TASK TO COMPLETE => Every entry in the listing below is to be output unchanged.

==== RECORD SET

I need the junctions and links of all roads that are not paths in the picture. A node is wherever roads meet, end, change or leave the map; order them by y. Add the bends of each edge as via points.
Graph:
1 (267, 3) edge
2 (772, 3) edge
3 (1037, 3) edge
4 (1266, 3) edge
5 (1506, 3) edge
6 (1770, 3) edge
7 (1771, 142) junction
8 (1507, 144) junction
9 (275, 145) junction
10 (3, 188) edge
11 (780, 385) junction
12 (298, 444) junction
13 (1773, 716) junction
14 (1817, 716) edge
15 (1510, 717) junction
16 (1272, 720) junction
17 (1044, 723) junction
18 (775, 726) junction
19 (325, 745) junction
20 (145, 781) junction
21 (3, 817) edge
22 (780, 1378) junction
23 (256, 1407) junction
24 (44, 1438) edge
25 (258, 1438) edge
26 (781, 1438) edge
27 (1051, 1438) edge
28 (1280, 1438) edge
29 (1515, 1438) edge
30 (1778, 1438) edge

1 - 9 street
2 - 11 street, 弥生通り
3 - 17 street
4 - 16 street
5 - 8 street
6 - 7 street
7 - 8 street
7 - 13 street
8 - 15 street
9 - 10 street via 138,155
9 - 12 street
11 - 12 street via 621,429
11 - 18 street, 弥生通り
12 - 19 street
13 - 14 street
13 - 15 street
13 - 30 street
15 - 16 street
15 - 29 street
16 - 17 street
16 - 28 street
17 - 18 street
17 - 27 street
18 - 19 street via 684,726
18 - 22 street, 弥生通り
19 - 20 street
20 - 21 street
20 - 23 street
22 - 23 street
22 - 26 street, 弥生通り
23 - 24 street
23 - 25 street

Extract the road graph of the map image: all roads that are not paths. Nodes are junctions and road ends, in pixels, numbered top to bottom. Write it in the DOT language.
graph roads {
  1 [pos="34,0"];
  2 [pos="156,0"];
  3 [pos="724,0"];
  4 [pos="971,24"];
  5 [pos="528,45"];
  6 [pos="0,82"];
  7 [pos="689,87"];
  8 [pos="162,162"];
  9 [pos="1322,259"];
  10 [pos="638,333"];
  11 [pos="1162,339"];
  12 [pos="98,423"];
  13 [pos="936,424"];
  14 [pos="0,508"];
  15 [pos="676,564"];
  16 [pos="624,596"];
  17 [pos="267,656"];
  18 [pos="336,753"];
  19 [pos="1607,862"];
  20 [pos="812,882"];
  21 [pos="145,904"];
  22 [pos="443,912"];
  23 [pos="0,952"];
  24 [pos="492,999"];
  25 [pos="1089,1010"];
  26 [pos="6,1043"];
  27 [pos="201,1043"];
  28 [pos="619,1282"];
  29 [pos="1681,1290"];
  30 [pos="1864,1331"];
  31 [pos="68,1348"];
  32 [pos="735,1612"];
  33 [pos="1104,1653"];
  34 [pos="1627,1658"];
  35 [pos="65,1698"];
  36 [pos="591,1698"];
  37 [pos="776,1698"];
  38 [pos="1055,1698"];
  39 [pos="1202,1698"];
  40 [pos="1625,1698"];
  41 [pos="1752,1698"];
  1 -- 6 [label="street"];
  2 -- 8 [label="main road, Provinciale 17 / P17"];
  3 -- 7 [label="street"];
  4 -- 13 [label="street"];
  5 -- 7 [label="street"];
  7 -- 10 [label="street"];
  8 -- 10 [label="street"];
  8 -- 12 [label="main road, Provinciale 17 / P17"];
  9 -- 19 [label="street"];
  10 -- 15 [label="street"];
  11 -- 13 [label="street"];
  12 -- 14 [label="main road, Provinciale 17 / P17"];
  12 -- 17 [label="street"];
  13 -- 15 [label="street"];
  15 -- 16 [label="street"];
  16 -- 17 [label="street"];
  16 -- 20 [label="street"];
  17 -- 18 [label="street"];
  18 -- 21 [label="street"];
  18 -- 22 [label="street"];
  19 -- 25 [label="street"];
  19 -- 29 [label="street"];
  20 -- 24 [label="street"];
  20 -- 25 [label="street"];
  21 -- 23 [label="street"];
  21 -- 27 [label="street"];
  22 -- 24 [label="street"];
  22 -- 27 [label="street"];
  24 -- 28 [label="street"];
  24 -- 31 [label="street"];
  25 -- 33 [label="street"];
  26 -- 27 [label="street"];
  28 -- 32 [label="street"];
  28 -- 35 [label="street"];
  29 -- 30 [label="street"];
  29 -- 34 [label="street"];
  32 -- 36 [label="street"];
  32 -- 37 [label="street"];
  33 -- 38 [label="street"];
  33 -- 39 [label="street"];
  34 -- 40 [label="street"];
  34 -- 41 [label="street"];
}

========

SOLUTION =>
I need the junctions and links of all roads that are not paths in the picture. A node is wherever roads meet, end, change or leave the map; order them by y. Add the bends of each edge as via points.
Graph:
1 (267, 3) edge
2 (772, 3) edge
3 (1037, 3) edge
4 (1266, 3) edge
5 (1506, 3) edge
6 (1770, 3) edge
7 (1771, 142) junction
8 (1507, 144) junction
9 (275, 145) junction
10 (3, 188) edge
11 (780, 385) junction
12 (298, 444) junction
13 (1773, 716) junction
14 (1817, 716) edge
15 (1510, 717) junction
16 (1272, 720) junction
17 (1044, 723) junction
18 (775, 726) junction
19 (325, 745) junction
20 (145, 781) junction
21 (3, 817) edge
22 (780, 1378) junction
23 (256, 1407) junction
24 (44, 1438) edge
25 (258, 1438) edge
26 (781, 1438) edge
27 (1051, 1438) edge
28 (1280, 1438) edge
29 (1515, 1438) edge
30 (1778, 1438) edge

1 - 9 street
2 - 11 street, 弥生通り
3 - 17 street
4 - 16 street
5 - 8 street
6 - 7 street
7 - 8 street
7 - 13 street
8 - 15 street
9 - 10 street via 138,155
9 - 12 street
11 - 12 street via 621,429
11 - 18 street, 弥生通り
12 - 19 street
13 - 14 street
13 - 15 street
13 - 30 street
15 - 16 street
15 - 29 street
16 - 17 street
16 - 28 street
17 - 18 street
17 - 27 street
18 - 19 street via 684,726
18 - 22 street, 弥生通り
19 - 20 street
20 - 21 street
20 - 23 street
22 - 23 street
22 - 26 street, 弥生通り
23 - 24 street
23 - 25 street

Extract the road graph of the map image: all roads that are not paths. Nodes are junctions and road ends, in pixels, numbered top to bottom. Write it in the DOT language.
graph roads {
  1 [pos="34,0"];
  2 [pos="156,0"];
  3 [pos="724,0"];
  4 [pos="971,24"];
  5 [pos="528,45"];
  6 [pos="0,82"];
  7 [pos="689,87"];
  8 [pos="162,162"];
  9 [pos="1322,259"];
  10 [pos="638,333"];
  11 [pos="1162,339"];
  12 [pos="98,423"];
  13 [pos="936,424"];
  14 [pos="0,508"];
  15 [pos="676,564"];
  16 [pos="624,596"];
  17 [pos="267,656"];
  18 [pos="336,753"];
  19 [pos="1607,862"];
  20 [pos="812,882"];
  21 [pos="145,904"];
  22 [pos="443,912"];
  23 [pos="0,952"];
  24 [pos="492,999"];
  25 [pos="1089,1010"];
  26 [pos="6,1043"];
  27 [pos="201,1043"];
  28 [pos="619,1282"];
  29 [pos="1681,1290"];
  30 [pos="1864,1331"];
  31 [pos="68,1348"];
  32 [pos="735,1612"];
  33 [pos="1104,1653"];
  34 [pos="1627,1658"];
  35 [pos="65,1698"];
  36 [pos="591,1698"];
  37 [pos="776,1698"];
  38 [pos="1055,1698"];
  39 [pos="1202,1698"];
  40 [pos="1625,1698"];
  41 [pos="1752,1698"];
  1 -- 6 [label="street"];
  2 -- 8 [label="main road, Provinciale 17 / P17"];
  3 -- 7 [label="street"];
  4 -- 13 [label="street"];
  5 -- 7 [label="street"];
  7 -- 10 [label="street"];
  8 -- 10 [label="street"];
  8 -- 12 [label="main road, Provinciale 17 / P17"];
  9 -- 19 [label="street"];
  10 -- 15 [label="street"];
  11 -- 13 [label="street"];
  12 -- 14 [label="main road, Provinciale 17 / P17"];
  12 -- 17 [label="street"];
  13 -- 15 [label="street"];
  15 -- 16 [label="street"];
  16 -- 17 [label="street"];
  16 -- 20 [label="street"];
  17 -- 18 [label="street"];
  18 -- 21 [label="street"];
  18 -- 22 [label="street"];
  19 -- 25 [label="street"];
  19 -- 29 [label="street"];
  20 -- 24 [label="street"];
  20 -- 25 [label="street"];
  21 -- 23 [label="street"];
  21 -- 27 [label="street"];
  22 -- 24 [label="street"];
  22 -- 27 [label="street"];
  24 -- 28 [label="street"];
  24 -- 31 [label="street"];
  25 -- 33 [label="street"];
  26 -- 27 [label="street"];
  28 -- 32 [label="street"];
  28 -- 35 [label="street"];
  29 -- 30 [label="street"];
  29 -- 34 [label="street"];
  32 -- 36 [label="street"];
  32 -- 37 [label="street"];
  33 -- 38 [label="street"];
  33 -- 39 [label="street"];
  34 -- 40 [label="street"];
  34 -- 41 [label="street"];
}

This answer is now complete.